There is another significant way in which film enters these two novels: through the very forms Nagarkar’s imagination takes. (It is worth noting that Ravan and Eddie started life as a screenplay that was shelved.) There is an underworld presence in the form of Haji Bashir Akhtar, a nod at the figure of the self-made, gritty gangster. Then there are the fights. Bruce Lee is at this point new to the world of film but his imprint is obvious in the terrific taekwondo kick that Ravan, early on in The Extras, administers to his bandmaster Mr Navare, a kick which results in the latter being airborne for “four interminable seconds”. From then on the fights are always cinematic. Men systematically “reconfigure” or “dismantle” each other’s faces, not to speak of broken ribs, split scalps, mutilated testicles and bleeding noses. And the speed at which the comprehensively injured bounce back to life is cinematic too.

In a deeper sense, film is also present in the way Nagarkar mines the dramatic potential of his scenes. A visit to the doctor, two people dancing alone in a room, a bus trip across the city, a groom’s moment of self-doubt before his wedding—all of these potentially ordinary moments become, in Nagarkar’s hands, either high comedy or the basis for tragedy, and very often both. Every turn in the narrative yields a story, and the prolific storytelling, the untiring and always vivid ‘action’ in these novels, clearly owes a great deal to popular cinema.

Once he becomes an extra, Ravan experiences an epiphany about cinema. As a dedicated movie-goer, he has always believed in the three-dimensional solidity and truth of the worlds portrayed on screen. Now that he is able to go behind the scenes, he recognises cinema for the manufactured illusion it is—“a kind of broken geometry of two-and-a-half dimensions”. Why, he wonders, are we so eager to believe in this illusion?
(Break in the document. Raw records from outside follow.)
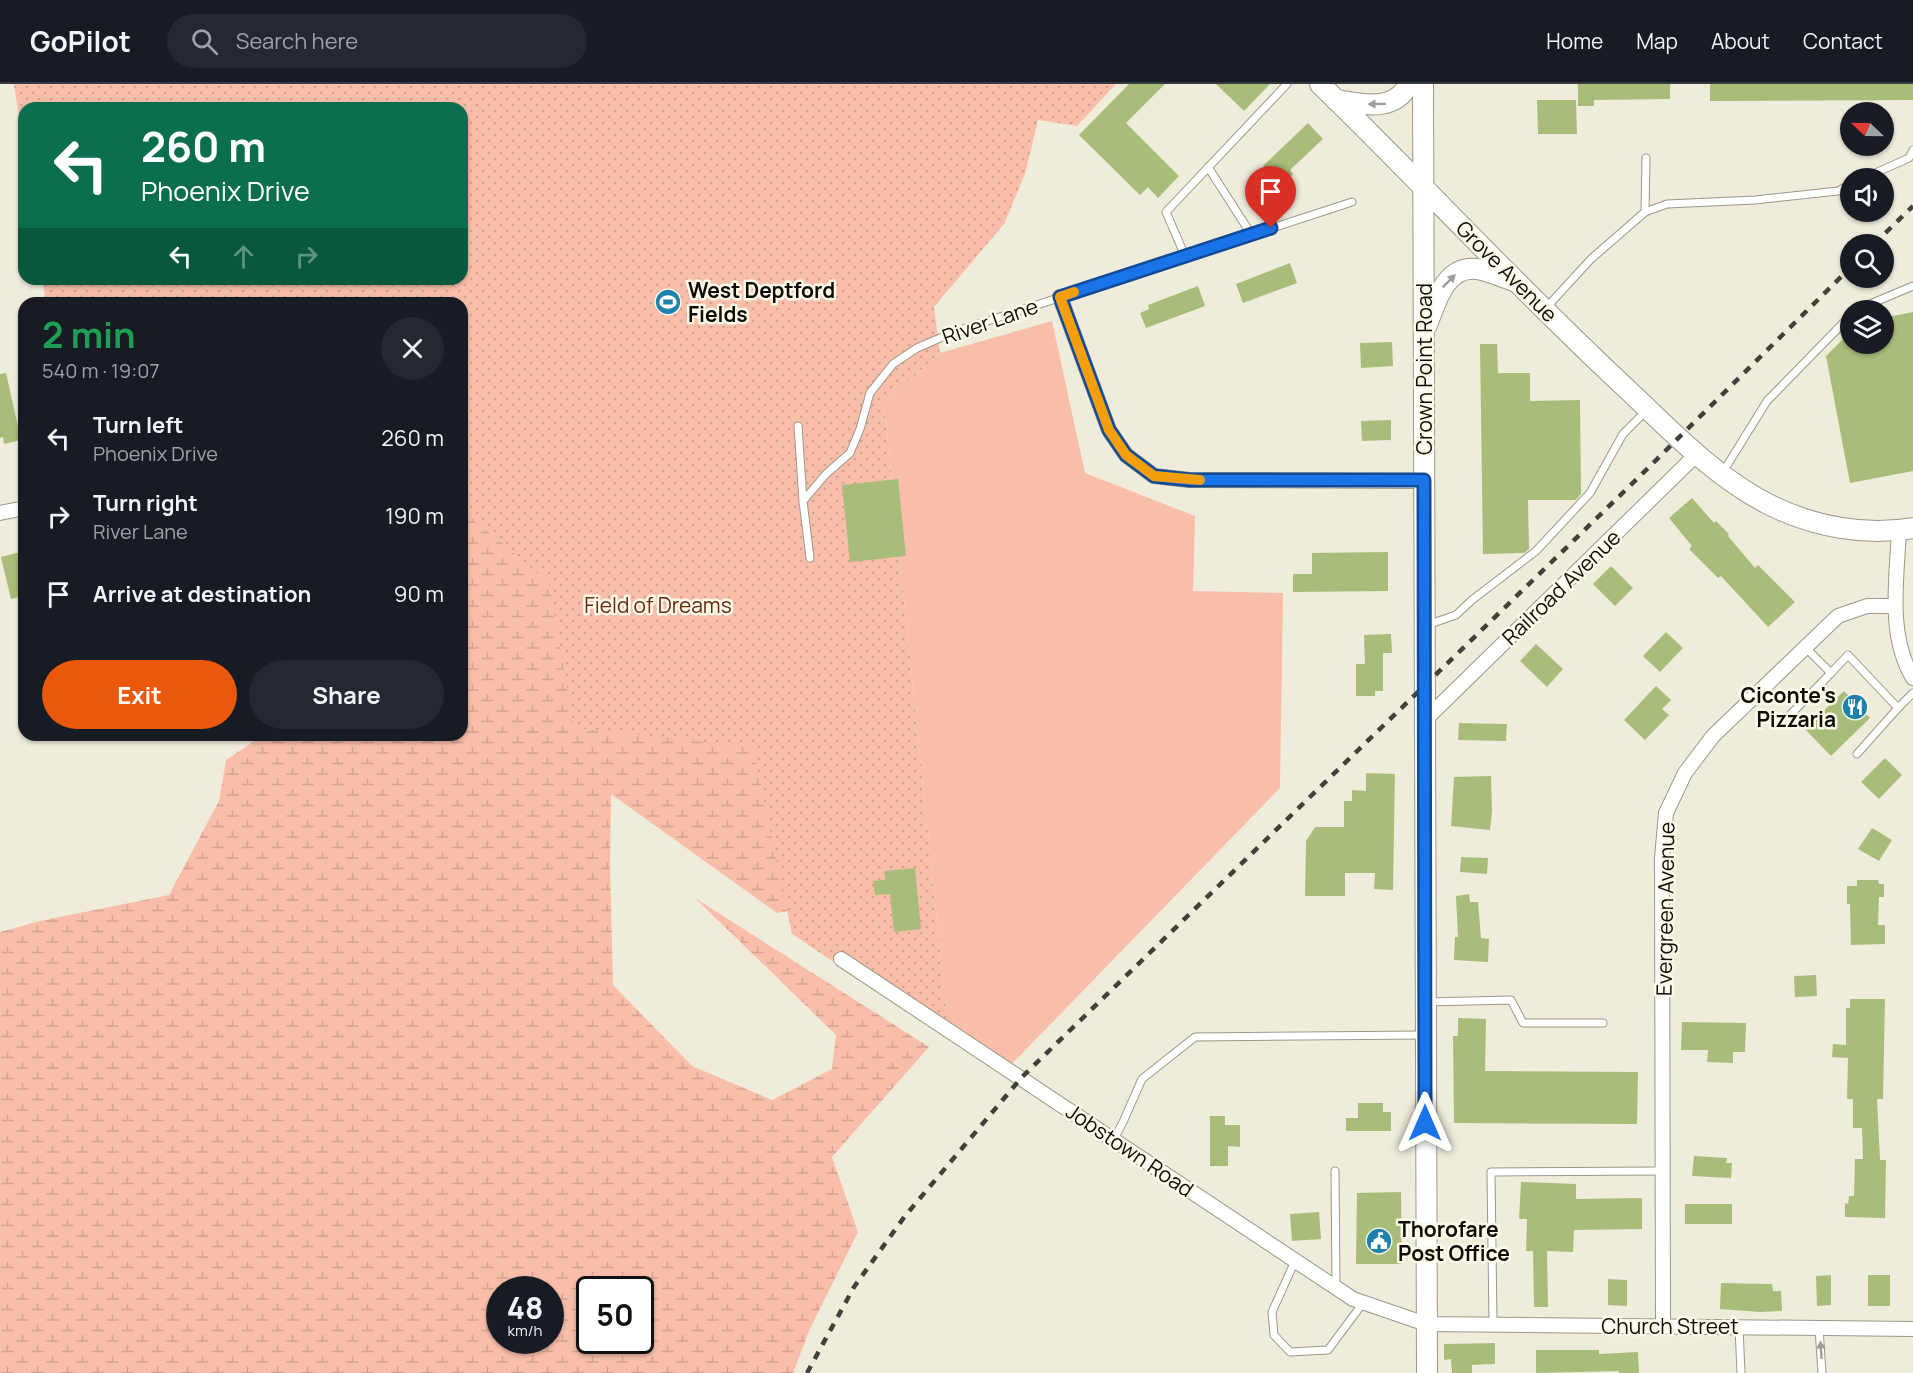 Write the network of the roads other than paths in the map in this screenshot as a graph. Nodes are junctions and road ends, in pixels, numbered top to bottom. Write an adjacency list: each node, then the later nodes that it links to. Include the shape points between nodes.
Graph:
1 (1287, 84): 8 (lane)
2 (1320, 84): 5 (main road, Grove Avenue)
3 (1409, 84): 5 (main road, one-way to 5, via 1398,98 1385,105)
4 (1423, 84): 10 (main road, Crown Point Road)
5 (1336, 100): 10 (main road, Grove Avenue)
6 (1913, 150): 9 (lane, via 1909,158)
7 (1646, 158): 13 (lane)
8 (1208, 167): 14 (lane); 15 (lane, via 1166,212)
9 (1886, 168)
10 (1423, 186): 16 (main road, Grove Avenue); 22 (main road, Crown Point Road)
11 (1840, 190): 13 (lane, via 1755,200 1667,204)
12 (1352, 202): 14 (lane, River Lane)
13 (1645, 212): 20 (lane, via 1590,259)
14 (1251, 234): 15 (lane, River Lane)
15 (1185, 256): 18 (lane, River Lane)
16 (1517, 282): 20 (main road, Grove Avenue); 22 (main road, one-way to 16, via 1443,284 1457,273 1476,269)
17 (1913, 286): 19 (lane)
18 (1060, 297): 27 (street, via 1109,430 1126,455 1154,476 1190,480); 28 (lane, River Lane, via 954,332 917,348 893,364 870,393 850,453)
19 (1880, 300)
20 (1544, 309): 23 (main road, Grove Avenue)
21 (1840, 326): 26 (lane, via 1767,401)
22 (1424, 333): 27 (main road, Crown Point Road)
23 (1648, 409): 25 (main road, Grove Avenue); 34 (lane, via 1623,435 1590,494 1536,551 1456,615)
24 (798, 426): 28 (lane)
25 (1697, 454): 26 (main road, Grove Avenue); 41 (street, Railroad Avenue)
26 (1722, 474): 31 (main road, Grove Avenue, via 1746,492 1801,518 1836,528)
27 (1424, 480): 34 (main road, Crown Point Road)
28 (803, 501): 32 (lane)
29 (18, 509): 30 (street)
30 (0, 513)
31 (1906, 529): 33 (street)
32 (810, 558)
33 (1895, 606): 35 (street, Evergreen Avenue, via 1867,606 1838,616); 37 (street, via 1901,651)
34 (1424, 626): 41 (main road, Crown Point Road)
35 (1805, 647): 36 (lane); 49 (street, Evergreen Avenue, via 1713,736 1685,773 1666,813 1662,858)
36 (1831, 673): 39 (lane, via 1848,655); 40 (lane)
37 (1913, 678)
38 (1913, 693): 39 (lane)
39 (1898, 708): 42 (lane)
40 (1790, 715)
41 (1425, 720): 44 (main road, Crown Point Road)
42 (1857, 753)
43 (841, 959): 47 (street, Jobstown Road)
44 (1425, 1002): 45 (lane, via 1511,1000 1523,1023); 46 (main road, Crown Point Road)
45 (1603, 1023)
46 (1425, 1035): 47 (lane, via 1195,1037 1142,1079); 53 (main road, Crown Point Road)
47 (1114, 1139): 50 (street, Jobstown Road)
48 (1335, 1171): 51 (lane)
49 (1662, 1171): 54 (lane, via 1491,1172); 55 (street, Evergreen Avenue)
50 (1295, 1261): 51 (street, Jobstown Road); 52 (lane, via 1272,1312 1274,1335 1290,1352 1328,1350)
51 (1336, 1288): 52 (street, Jobstown Road)
52 (1363, 1303): 53 (street, Jobstown Road)
53 (1426, 1324): 54 (street, Church Street); 59 (main road, Crown Point Road)
54 (1493, 1324): 55 (street, Church Street)
55 (1663, 1326): 56 (street, Church Street)
56 (1740, 1327): 57 (street, Church Street); 60 (lane)
57 (1820, 1328): 58 (street, Church Street); 61 (lane, one-way to 57)
58 (1913, 1329)
59 (1426, 1373)
60 (1741, 1373)
61 (1822, 1373) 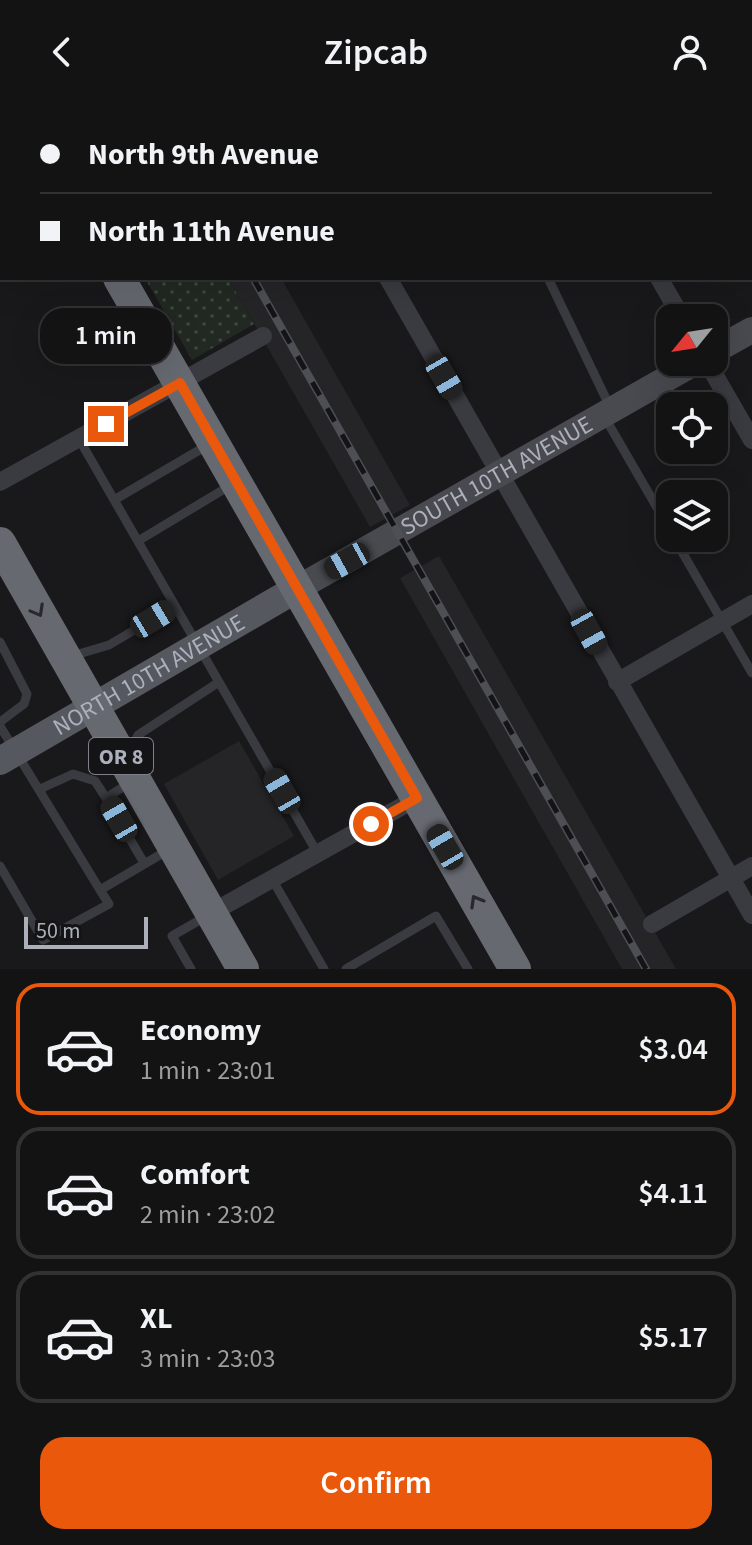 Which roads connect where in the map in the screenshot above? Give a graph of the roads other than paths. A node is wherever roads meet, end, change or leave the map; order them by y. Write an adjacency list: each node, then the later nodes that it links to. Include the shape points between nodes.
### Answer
1 (120, 280): 11 (highway)
2 (389, 280): 16 (street)
3 (549, 280): 12 (lane)
4 (660, 280): 5 (street)
5 (674, 304)
6 (752, 330): 8 (main road)
7 (263, 336): 11 (street)
8 (728, 343)
9 (672, 376): 12 (main road, SOUTH 10TH AVENUE)
10 (715, 376): 14 (street)
11 (180, 383): 13 (street); 15 (highway)
12 (607, 413): 16 (main road, SOUTH 10TH AVENUE); 20 (lane)
13 (79, 439): 18 (street); 19 (lane)
14 (752, 440)
15 (214, 442): 17 (highway); 19 (lane)
16 (500, 474): 24 (main road, SOUTH 10TH AVENUE); 33 (street)
17 (236, 481): 21 (lane); 24 (highway)
18 (0, 482)
19 (114, 500): 21 (lane)
20 (656, 504)
21 (138, 541): 26 (lane)
22 (0, 543): 30 (highway, OR 8, one-way to 30)
23 (682, 552): 27 (lane)
24 (298, 588): 29 (main road, NORTH 10TH AVENUE); 40 (highway)
25 (752, 604): 27 (street)
26 (175, 606): 29 (lane); 30 (lane, via 109,645)
27 (722, 621): 31 (lane); 33 (street)
28 (0, 642): 35 (lane, via 27,694 24,704)
29 (198, 646): 32 (lane); 34 (main road, NORTH 10TH AVENUE)
30 (65, 658): 34 (highway, OR 8)
31 (752, 673)
32 (219, 682): 37 (lane, via 138,735); 42 (lane)
33 (617, 682): 47 (street)
34 (93, 708): 36 (main road, NORTH 10TH AVENUE); 37 (highway, OR 8)
35 (0, 724): 36 (lane)
36 (8, 756): 38 (lane)
37 (130, 772): 39 (lane); 41 (highway, OR 8)
38 (40, 789): 39 (lane, via 73,774 95,781); 48 (lane)
39 (106, 798): 43 (lane)
40 (417, 798): 42 (street); 57 (highway, one-way to 40)
41 (173, 847): 43 (lane); 49 (highway, OR 8)
42 (318, 854): 46 (street)
43 (144, 863): 48 (lane)
44 (0, 866): 48 (lane, via 43,940 109,904)
45 (752, 866): 47 (street)
46 (272, 879): 49 (street); 55 (lane)
47 (730, 879): 50 (street); 51 (street)
48 (100, 890)
49 (211, 913): 53 (lane, via 172,936); 54 (highway, OR 8)
50 (752, 915)
51 (652, 924)
52 (353, 967): 56 (lane, via 436,916)
53 (191, 969)
54 (243, 969)
55 (324, 969)
56 (468, 969)
57 (515, 969)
It took time for Ravan to take the next step and make the connection, but at some point in his film career he grasped that the metaphor of broken geometry applied as much to life as to cinema. Reality was nothing but what your perceptions made of it … He had learnt that the great deceiver was not the screen but one’s own mind.

Nagarkar himself seems to have made the same journey—from an unquestioning delight in cinema to a recognition that one’s willing suspension of disbelief says less about cinema’s obvious artifice and more about human perception. The third stage in the journey is one the author has undertaken on his own—the ability to be deeply ironic about the stylisations and fictions of cinema without letting go of its pleasures. This is why The Extras ends the way it does—with Ravan and Eddie as heroes who have surmounted huge obstacles and emerged triumphant. This, too, is why the last chapter, which will reveal this grand finale, begins with the author telling his reader, “Of course you won’t believe this. But who cares?”

THE LEVEL OF DETAIL IN FICTION could be considered either a function of verisimilitude or a means to inform. Realism requires a writer to mimic the world, as it were. The more plentiful and painstakingly captured the details, the more likely we are to be taken in—or so we tend to think.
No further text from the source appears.